The star attraction of the Qutb complex is, of course, the Qutb Minar (1200-1210) itself, started by Aibak but finished by Iltutmish. The decreasing in size as the tower moves up and so if you look up it looks really high. The two topmost storeys, were added later by Feroze Shah Tughlaq. It is an excellent example of Afgan architecture. The Minar is 72.5 metres high.

Design on the inside of the many domes at the Kutub Minar...

Crowd at The Baha'i House - Lotus Temple

Baha’I House of Worship is also known as The Lotus Temple. It was built in 1987 and signifies the purity and equality of all religions.

Lotus Temple

The Main tomb at Lodi Garden....

Lodi Gardens With the Lodi dynasty and most Mughal kings sthe capital had shifted to Agra. Delhi wasn't really abondoned but its importance played down.
Yet the buildings that stand in Lodi Gardens today are a joy forever and a remembrance of the austerity and impressiveness of Tughlaq times.

A glace of the same from a different angle

Lodi Gardens, was landscaped in 1968 by the famous Joseph Allen Stein. It has the mid-15th century Bada Gumbad and the Shish Gumbad. And the Tomb of Sikandar Lodi (1517), near a bridge called Athpula, the latter built in Akbar's time. Lodi Garden continues to remain the joggers and walkers paradise.

Isha Khan's tomb

Humayun's Tomb It is a place of silence, the Tomb as well as its surrounding garden. You can sit there for hours, just lost in thoughts. Such a quiet dignity surrounds it. Babur's son Humayun and daughter-in-law Haji Begum had spent a good five years in Persia in exile. When they returned they came with a retinue of Persian architects and artisans. And thus began the formal interface of Persian trends with Indian architecture, which you find in the Taj Mahal as well.

Humayun's Tomb (1565-66) was built by Haji Begam. It is a prototype of The Taj and replicates the garden tombs of that thus the first of the famous garden tombs of the Mughals, the first tomb in . We are grateful that this building has been declared a World Heritage Site by UNESCO (1993).

Inside Isha Khan's tomb Tomb

Humayun's Tomb

Without mention of the silence of Humayun’s tomb and the surrounding areas, it is in fact a sin to leave this short account. Blissfully, silent, one which everyone must experience.

Red Fort This was built by Shah Jahan who also built The Taj Mahal. The historic Red Fort at Chandni Chowk (Shahjahanabad) is a perfect example of Persian urban-planning precepts, which believed in expressing the relation between human beings and the world when designing cities.

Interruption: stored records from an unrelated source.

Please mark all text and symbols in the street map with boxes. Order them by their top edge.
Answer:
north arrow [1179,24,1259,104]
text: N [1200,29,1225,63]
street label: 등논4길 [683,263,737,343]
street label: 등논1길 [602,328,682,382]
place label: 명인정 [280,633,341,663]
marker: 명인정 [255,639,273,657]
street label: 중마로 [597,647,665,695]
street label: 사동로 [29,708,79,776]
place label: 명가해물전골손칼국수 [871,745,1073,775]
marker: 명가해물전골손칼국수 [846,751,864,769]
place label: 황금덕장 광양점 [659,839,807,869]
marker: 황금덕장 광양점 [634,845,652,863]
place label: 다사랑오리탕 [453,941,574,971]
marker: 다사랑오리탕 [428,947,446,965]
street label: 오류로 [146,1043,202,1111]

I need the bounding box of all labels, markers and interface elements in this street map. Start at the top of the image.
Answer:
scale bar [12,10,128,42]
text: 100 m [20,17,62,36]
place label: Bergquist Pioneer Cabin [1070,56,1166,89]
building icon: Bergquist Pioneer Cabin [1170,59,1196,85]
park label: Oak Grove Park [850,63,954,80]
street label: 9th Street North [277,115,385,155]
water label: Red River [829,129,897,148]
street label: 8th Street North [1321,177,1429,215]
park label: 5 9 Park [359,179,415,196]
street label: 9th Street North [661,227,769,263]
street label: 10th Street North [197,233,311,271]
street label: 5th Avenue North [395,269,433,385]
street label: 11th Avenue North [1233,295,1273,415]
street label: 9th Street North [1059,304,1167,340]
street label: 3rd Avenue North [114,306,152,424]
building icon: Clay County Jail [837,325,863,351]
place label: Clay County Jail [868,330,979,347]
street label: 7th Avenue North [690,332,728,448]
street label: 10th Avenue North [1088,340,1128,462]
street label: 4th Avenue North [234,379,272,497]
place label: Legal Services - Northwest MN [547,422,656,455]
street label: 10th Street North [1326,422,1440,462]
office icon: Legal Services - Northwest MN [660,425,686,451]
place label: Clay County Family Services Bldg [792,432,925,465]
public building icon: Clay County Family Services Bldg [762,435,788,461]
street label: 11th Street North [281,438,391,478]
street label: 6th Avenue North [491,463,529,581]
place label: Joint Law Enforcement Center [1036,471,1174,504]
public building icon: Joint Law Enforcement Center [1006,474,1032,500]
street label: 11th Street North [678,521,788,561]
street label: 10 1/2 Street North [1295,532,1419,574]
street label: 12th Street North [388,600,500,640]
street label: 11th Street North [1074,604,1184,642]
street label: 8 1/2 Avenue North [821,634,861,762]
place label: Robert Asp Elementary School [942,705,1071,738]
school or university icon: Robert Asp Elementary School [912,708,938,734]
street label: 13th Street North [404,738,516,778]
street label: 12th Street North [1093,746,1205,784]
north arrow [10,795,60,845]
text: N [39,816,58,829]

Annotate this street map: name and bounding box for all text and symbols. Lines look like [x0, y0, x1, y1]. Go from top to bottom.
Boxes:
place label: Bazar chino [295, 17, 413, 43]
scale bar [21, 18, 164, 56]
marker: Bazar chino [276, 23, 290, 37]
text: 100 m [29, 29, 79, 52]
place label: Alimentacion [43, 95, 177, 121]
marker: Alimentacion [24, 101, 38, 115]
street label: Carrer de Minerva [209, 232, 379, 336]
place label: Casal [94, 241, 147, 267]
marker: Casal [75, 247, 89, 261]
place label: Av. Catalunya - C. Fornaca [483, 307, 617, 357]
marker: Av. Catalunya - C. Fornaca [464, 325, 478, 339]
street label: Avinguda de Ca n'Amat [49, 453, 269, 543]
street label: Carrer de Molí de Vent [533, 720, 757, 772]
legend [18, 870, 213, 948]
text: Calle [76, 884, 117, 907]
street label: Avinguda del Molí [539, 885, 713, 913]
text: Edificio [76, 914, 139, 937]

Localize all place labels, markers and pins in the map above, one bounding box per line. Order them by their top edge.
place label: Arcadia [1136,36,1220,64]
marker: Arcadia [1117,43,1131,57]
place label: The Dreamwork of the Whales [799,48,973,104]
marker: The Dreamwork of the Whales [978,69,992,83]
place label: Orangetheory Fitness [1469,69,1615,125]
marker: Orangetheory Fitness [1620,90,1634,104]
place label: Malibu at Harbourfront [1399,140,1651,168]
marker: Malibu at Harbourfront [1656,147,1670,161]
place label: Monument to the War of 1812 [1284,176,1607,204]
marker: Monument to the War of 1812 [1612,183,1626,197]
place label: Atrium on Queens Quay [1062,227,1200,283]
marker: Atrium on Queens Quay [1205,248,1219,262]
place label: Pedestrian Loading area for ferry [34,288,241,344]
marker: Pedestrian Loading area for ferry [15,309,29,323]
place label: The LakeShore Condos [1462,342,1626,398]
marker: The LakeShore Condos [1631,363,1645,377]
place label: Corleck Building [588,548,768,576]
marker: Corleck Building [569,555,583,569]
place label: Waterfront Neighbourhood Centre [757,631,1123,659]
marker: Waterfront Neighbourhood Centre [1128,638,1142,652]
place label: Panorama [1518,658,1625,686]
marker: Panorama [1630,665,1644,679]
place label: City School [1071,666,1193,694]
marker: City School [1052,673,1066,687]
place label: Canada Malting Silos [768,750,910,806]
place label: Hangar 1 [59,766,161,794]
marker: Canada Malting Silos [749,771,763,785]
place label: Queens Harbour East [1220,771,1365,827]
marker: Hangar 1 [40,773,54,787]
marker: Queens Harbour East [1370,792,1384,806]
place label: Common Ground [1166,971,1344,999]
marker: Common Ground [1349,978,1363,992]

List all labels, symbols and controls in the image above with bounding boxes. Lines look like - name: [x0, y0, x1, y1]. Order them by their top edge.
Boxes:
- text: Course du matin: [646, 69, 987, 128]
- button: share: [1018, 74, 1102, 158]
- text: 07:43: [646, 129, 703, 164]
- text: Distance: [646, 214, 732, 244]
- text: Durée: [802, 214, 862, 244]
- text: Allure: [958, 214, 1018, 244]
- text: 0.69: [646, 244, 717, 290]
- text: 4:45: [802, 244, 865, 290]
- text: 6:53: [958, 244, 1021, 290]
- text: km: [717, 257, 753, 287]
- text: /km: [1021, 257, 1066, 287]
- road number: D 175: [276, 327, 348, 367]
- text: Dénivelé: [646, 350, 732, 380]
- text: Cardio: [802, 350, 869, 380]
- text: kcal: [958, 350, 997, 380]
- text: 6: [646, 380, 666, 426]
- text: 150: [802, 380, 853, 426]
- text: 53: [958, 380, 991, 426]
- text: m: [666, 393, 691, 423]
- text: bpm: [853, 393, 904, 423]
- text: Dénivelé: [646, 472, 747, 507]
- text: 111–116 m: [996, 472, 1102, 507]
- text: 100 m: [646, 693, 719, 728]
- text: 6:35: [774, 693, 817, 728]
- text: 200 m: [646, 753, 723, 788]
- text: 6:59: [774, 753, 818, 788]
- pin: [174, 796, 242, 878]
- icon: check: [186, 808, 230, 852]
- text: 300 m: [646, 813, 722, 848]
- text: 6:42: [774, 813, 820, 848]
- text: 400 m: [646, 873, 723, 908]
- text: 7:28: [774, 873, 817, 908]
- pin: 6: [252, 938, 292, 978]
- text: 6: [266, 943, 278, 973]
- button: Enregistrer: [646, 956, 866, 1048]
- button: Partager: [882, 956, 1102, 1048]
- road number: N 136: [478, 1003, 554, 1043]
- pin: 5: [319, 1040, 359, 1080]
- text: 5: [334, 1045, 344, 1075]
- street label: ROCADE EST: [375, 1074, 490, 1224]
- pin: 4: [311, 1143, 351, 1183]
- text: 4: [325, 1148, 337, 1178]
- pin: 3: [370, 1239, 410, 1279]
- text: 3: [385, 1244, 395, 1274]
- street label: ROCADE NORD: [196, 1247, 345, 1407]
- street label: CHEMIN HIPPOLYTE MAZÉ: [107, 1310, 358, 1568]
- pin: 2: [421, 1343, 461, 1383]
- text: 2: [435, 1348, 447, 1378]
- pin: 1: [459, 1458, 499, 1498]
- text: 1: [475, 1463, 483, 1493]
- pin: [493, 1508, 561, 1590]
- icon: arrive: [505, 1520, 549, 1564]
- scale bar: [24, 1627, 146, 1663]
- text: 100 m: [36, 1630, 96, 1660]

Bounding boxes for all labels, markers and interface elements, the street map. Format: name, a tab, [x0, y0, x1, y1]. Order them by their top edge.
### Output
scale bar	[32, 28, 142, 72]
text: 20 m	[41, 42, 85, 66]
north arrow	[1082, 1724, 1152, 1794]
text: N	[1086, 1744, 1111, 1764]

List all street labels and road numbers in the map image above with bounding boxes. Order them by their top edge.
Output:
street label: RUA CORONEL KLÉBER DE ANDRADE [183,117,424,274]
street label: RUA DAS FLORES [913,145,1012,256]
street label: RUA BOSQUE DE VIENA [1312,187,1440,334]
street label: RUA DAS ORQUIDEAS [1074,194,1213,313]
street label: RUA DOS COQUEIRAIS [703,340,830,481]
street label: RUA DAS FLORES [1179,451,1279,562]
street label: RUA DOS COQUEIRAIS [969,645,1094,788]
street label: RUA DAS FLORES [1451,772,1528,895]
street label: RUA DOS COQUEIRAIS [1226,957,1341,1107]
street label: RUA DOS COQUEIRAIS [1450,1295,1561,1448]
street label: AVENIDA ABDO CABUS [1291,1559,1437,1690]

Shahjahanabad (1648) was established when Shah Jahan desired a formally planned capital as opposed to the sporadic collection of buildings that was Agra. It's a travesty to speak of 'Shahjahanabad', since the city was systematically destroyed by the British after the Revolt of 1857, cut through by a railway line, turned over to the Army in independent India.

Inside The Red Fort - Deewan'i Khaas, Dewan'i aam...
Entrance of The Red Fort

The Red Fort houses the Diwan-i-Aam with its painted marble canopy; Khaas Mahal (the king's quarters) with its incredibly intricate marble jaali; the adjacent Diwan-i-Khaas ('Hall of Private Audience'); the Shah Burj in a secluded corner, built for no other known purpose except the emperor's luxury of whiling away time... 'marble tents' all of them. The construction of Red Fort started in 1639 and ended in 1648.

Outside Red Fort

Opposite the Red Fort you have the Jama Masjid which is the largest mosque in India and stands across the road from Red Fort. It was built in 1656 by Shahjahan. Also opposite are the Jain temples.